What this task involves — Print the line containing "I need the junctions", then every line after it through the end of the material, exactly as written and without pictures.

↓↓↓

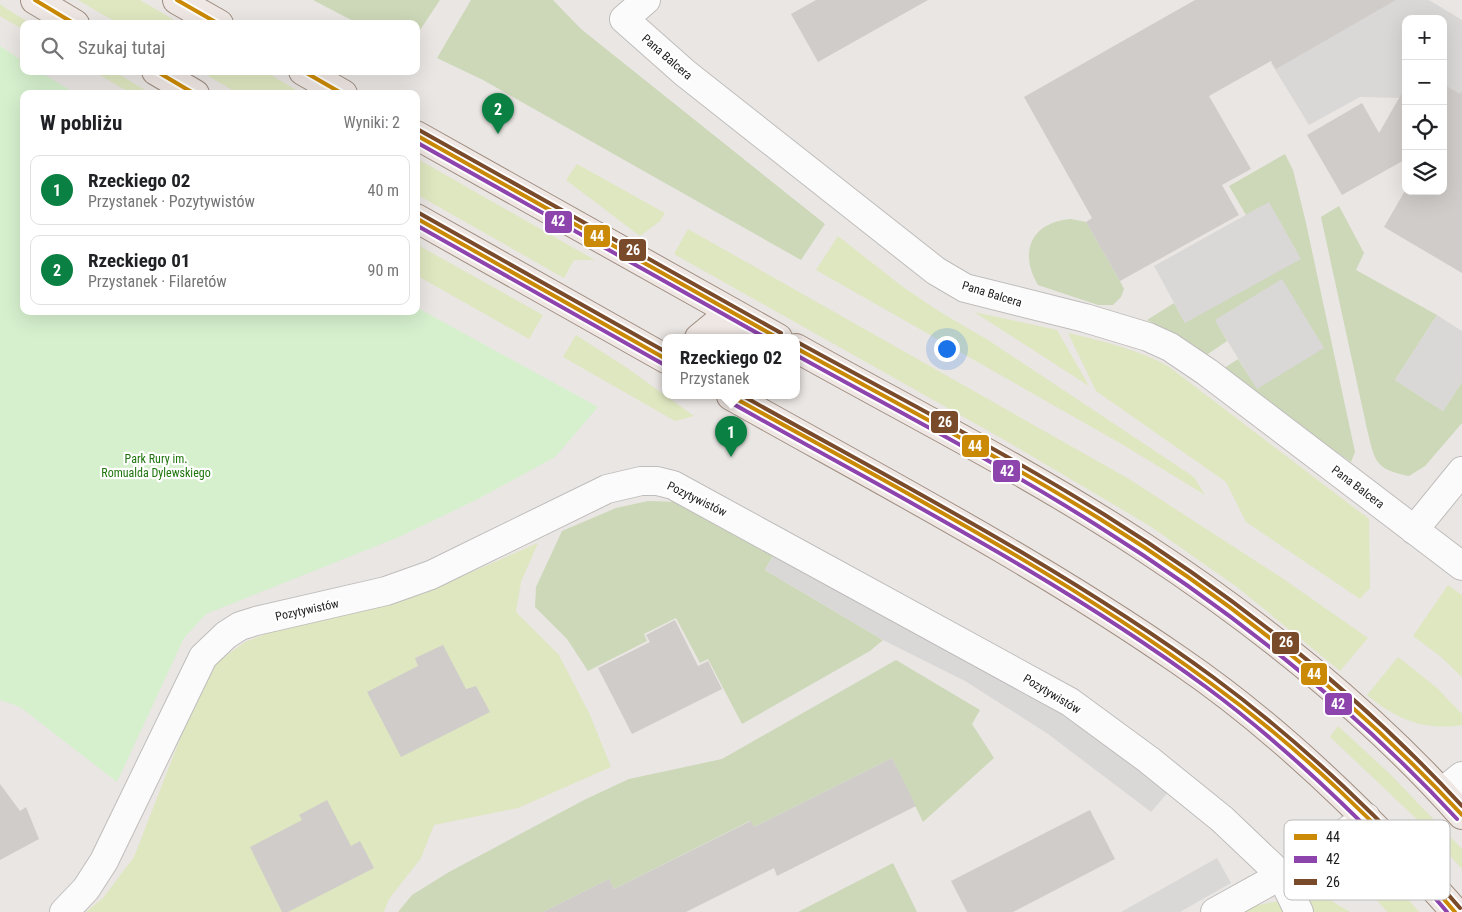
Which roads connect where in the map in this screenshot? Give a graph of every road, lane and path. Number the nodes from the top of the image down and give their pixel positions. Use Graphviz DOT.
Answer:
graph roads {
  1 [pos="35,0"];
  2 [pos="177,0"];
  3 [pos="646,0"];
  4 [pos="68,20"];
  5 [pos="212,20"];
  6 [pos="163,75"];
  7 [pos="310,75"];
  8 [pos="188,90"];
  9 [pos="336,90"];
  10 [pos="420,137"];
  11 [pos="420,220"];
  12 [pos="744,320"];
  13 [pos="704,334"];
  14 [pos="770,334"];
  15 [pos="800,350"];
  16 [pos="662,357"];
  17 [pos="736,399"];
  18 [pos="1462,471"];
  19 [pos="1414,530"];
  20 [pos="1462,566"];
  21 [pos="1452,784"];
  22 [pos="1462,814"];
  23 [pos="1366,817"];
  24 [pos="1362,820"];
  25 [pos="1369,820"];
  26 [pos="1284,874"];
  27 [pos="1281,876"];
  28 [pos="1284,882"];
  29 [pos="1293,900"];
  30 [pos="1444,900"];
  31 [pos="64,912"];
  32 [pos="1215,912"];
  33 [pos="1299,912"];
  34 [pos="1455,912"];
  1 -- 4 [label="main road"];
  2 -- 5 [label="main road"];
  3 -- 19 [label="street, Pana Balcera"];
  6 -- 8 [label="main road"];
  7 -- 9 [label="main road"];
  10 -- 12 [label="main road"];
  11 -- 16 [label="main road"];
  12 -- 13 [label="main road"];
  12 -- 14 [label="main road"];
  15 -- 21 [label="main road"];
  17 -- 23 [label="main road"];
  18 -- 19 [label="street"];
  19 -- 20 [label="street, Pana Balcera"];
  21 -- 22 [label="main road"];
  23 -- 24 [label="street"];
  23 -- 25 [label="main road"];
  26 -- 27 [label="street"];
  27 -- 28 [label="street, Pozytywistów"];
  27 -- 31 [label="street, Pozytywistów"];
  27 -- 32 [label="street"];
  29 -- 33 [label="street, Pozytywistów"];
  30 -- 34 [label="main road"];
}
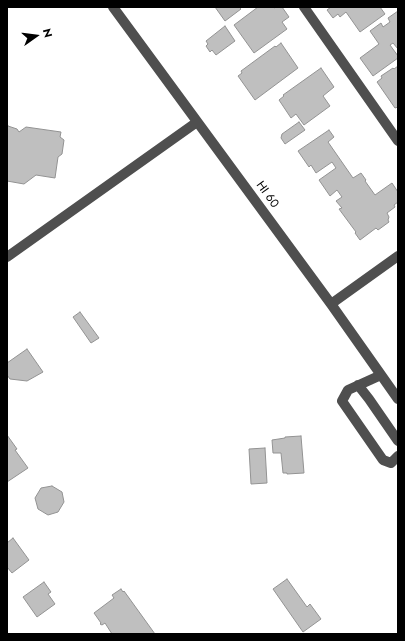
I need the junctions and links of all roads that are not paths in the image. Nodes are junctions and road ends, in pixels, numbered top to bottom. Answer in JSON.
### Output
{"nodes":[{"id":1,"x":114,"y":7,"type":"edge"},
{"id":2,"x":304,"y":7,"type":"edge"},
{"id":3,"x":197,"y":122,"type":"junction"},
{"id":4,"x":398,"y":141,"type":"edge"},
{"id":5,"x":398,"y":256,"type":"edge"},
{"id":6,"x":7,"y":257,"type":"edge"},
{"id":7,"x":330,"y":304,"type":"junction"},
{"id":8,"x":381,"y":375,"type":"junction"},
{"id":9,"x":358,"y":385,"type":"junction"},
{"id":10,"x":398,"y":399,"type":"edge"},
{"id":11,"x":398,"y":440,"type":"edge"},
{"id":12,"x":398,"y":456,"type":"edge"}],
"edges":[{"from":1,"to":3,"type":"street","name":"HI 60"},
{"from":2,"to":4,"type":"street"},
{"from":3,"to":6,"type":"street"},
{"from":3,"to":7,"type":"street","name":"HI 60"},
{"from":5,"to":7,"type":"street"},
{"from":7,"to":8,"type":"street","name":"HI 60"},
{"from":8,"to":9,"type":"street"},
{"from":8,"to":10,"type":"street","name":"HI 60"},
{"from":9,"to":11,"type":"street"},
{"from":9,"to":12,"type":"street"}]}
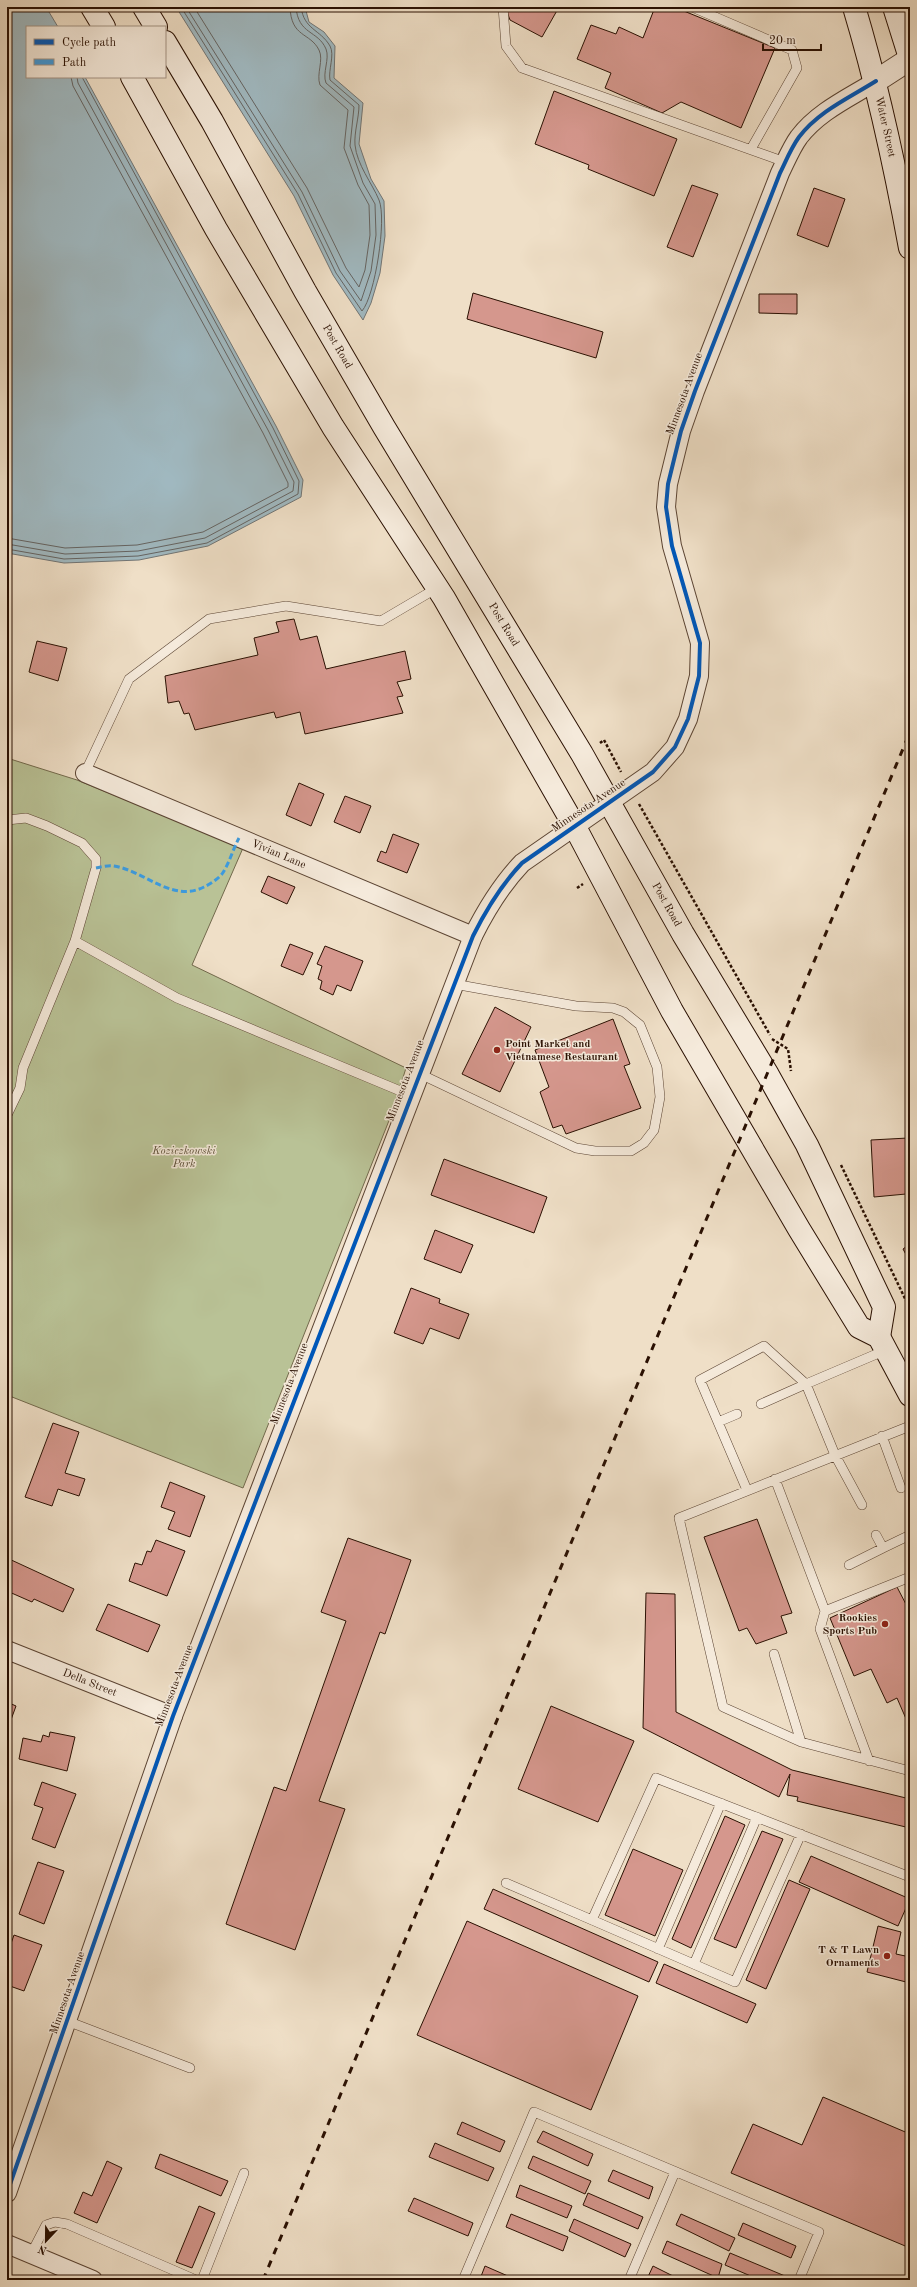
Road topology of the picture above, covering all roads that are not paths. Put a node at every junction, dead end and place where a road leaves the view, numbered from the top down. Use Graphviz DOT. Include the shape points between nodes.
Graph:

↑↑↑

Task result —
I need the junctions and links of all roads that are not paths in the image. Nodes are junctions and road ends, in pixels, numbered top to bottom. Answer in JSON.
### Output
{"nodes":[{"id":1,"x":114,"y":7,"type":"edge"},
{"id":2,"x":304,"y":7,"type":"edge"},
{"id":3,"x":197,"y":122,"type":"junction"},
{"id":4,"x":398,"y":141,"type":"edge"},
{"id":5,"x":398,"y":256,"type":"edge"},
{"id":6,"x":7,"y":257,"type":"edge"},
{"id":7,"x":330,"y":304,"type":"junction"},
{"id":8,"x":381,"y":375,"type":"junction"},
{"id":9,"x":358,"y":385,"type":"junction"},
{"id":10,"x":398,"y":399,"type":"edge"},
{"id":11,"x":398,"y":440,"type":"edge"},
{"id":12,"x":398,"y":456,"type":"edge"}],
"edges":[{"from":1,"to":3,"type":"street","name":"HI 60"},
{"from":2,"to":4,"type":"street"},
{"from":3,"to":6,"type":"street"},
{"from":3,"to":7,"type":"street","name":"HI 60"},
{"from":5,"to":7,"type":"street"},
{"from":7,"to":8,"type":"street","name":"HI 60"},
{"from":8,"to":9,"type":"street"},
{"from":8,"to":10,"type":"street","name":"HI 60"},
{"from":9,"to":11,"type":"street"},
{"from":9,"to":12,"type":"street"}]}
Road topology of the picture above, covering all roads that are not paths. Put a node at every junction, dead end and place where a road leaves the view, numbered from the top down. Use Graphviz DOT. Include the shape points between nodes.
Graph:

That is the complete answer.